The current project is in partnership with the Lynchburg, Virginia, Iglesia de Las Americas church and was made possible by a grant from the Liberty Center for Research and Scholarship. This year’s ride also partners with local nonprofit Manos Unidas and six churches in the Santa Rosa area.
The team was led by the head of the department, Dr. Oswald Attin, and the teaching assistant and mentor, Dr. Gineska Castillo. Students used the trip as practice to gain skills and experience that will benefit their future careers.
Recent Master of Public Health graduate Addison Doherty (’22) said she decided to enroll after seeing Atin’s passion for public health.
“I was a student of (and worked for) Dr. Attin during both years of my master’s degree, and he is a great public health professional with incredible knowledge and experience in the field, so I knew I would be able to learn many valuable skills that they would prepare me for a job like this in the future,” she said.
In preparation for their work in Guatemala, the students conducted research on the cultural significance, social norms, and environmental aspects that may affect patients’ health and access to health care.
“While we were in Guatemala, the four of us ran six health clinics in five rural locations in Santa Rosa, where we had stations that checked blood sugar, anemia, blood pressure, weight and height,” explained Doherty. “They then went to see a doctor who would review their forms and be able to help with any issues, and then patients would head to the pharmacy where they would pick up vitamin packs, medication and face masks.”
Patients filled out intake forms, which the students will use to analyze data on the region’s nutritional status, water, sanitation and hygiene practices, and family planning.
Atin and Castillo conducted a summer trip to a different region of Guatemala last year, where they screened for the same medical problems, trained local health workers and served communities affected by recent hurricanes. One month prior, the department also held a local Spanish-language health fair at the Iglesia de Las Americas.

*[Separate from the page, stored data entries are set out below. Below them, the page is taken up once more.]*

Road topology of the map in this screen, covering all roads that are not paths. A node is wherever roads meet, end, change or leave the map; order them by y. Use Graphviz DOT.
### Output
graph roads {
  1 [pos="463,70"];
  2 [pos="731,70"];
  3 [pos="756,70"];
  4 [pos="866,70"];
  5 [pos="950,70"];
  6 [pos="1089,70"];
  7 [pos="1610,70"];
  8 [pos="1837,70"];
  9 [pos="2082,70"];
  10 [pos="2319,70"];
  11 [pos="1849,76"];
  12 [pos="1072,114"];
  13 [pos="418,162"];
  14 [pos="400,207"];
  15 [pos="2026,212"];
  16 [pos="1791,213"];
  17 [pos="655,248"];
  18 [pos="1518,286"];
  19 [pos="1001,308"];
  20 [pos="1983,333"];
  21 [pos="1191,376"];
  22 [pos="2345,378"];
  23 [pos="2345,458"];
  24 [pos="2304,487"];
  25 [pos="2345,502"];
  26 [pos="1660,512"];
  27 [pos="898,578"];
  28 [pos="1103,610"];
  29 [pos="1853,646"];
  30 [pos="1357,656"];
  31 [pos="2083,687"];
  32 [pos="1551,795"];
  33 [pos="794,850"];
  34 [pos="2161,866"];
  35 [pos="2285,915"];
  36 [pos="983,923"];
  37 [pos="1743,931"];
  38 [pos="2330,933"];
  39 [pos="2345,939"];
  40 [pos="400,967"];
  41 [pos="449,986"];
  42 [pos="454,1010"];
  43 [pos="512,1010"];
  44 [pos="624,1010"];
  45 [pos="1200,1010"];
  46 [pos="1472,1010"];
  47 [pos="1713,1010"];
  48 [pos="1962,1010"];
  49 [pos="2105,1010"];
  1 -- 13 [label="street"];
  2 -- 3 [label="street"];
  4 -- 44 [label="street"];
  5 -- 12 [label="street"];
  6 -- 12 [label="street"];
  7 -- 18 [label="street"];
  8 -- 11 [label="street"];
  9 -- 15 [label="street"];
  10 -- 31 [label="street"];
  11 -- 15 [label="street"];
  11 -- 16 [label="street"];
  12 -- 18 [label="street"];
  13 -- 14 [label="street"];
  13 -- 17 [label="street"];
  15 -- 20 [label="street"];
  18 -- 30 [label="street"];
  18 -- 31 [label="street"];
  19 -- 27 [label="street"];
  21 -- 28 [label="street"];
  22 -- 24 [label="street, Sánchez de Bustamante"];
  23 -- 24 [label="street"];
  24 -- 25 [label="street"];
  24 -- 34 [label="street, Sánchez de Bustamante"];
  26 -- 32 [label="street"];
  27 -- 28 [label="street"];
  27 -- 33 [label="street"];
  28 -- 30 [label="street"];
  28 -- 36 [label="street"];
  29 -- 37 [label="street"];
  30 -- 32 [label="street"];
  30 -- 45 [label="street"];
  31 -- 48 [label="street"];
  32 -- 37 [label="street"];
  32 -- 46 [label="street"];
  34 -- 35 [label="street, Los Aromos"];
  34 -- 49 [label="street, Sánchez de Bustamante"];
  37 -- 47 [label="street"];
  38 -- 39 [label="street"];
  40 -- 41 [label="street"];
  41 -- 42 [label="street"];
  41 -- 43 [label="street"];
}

Compared to patients from regions surveyed in previous cases, Atin said the Santa Rosa population has more stomach-related problems, including bacterial and stomach infections due to poor water sanitation and food-borne illnesses such as parasitic diseases. There were also numerous cases of anemia and uncontrolled blood pressure.
Dougherty said the patients left an impact on her as she remembers hearing their complicated stories and seeing their positive outlook on life.
“Their joy and perspective was such a wonderful reminder of God’s goodness in every season,” she said. “People all over the world are wonderfully created, each with their own story to tell. I am grateful that God gave me the opportunity to see more of His creation and to be involved in a new culture.”
Among their patients was a young man who worked at the team’s hotel. Examination revealed that he was severely anemic, so much so that he was taken to a local clinic for further tests. The man tested positive for an intestinal infection with the bacteria H. pylori, a problem that had gone untreated for a considerable time and had affected his health. Atin said the man was greatly affected by the care and support he received from the Liberty team.
“He was so grateful and amazed by the love and care he received that he decided to accept Jesus Christ as his Lord and Savior,” Atin said. “Our department’s mission verse is Proverbs 13:17, ‘A faithful messenger brings healing,’ and we’ve witnessed that first hand.”
Liberty’s Public and Community Health Department will continue its work in Guatemala next summer in the Puerto Barrios area.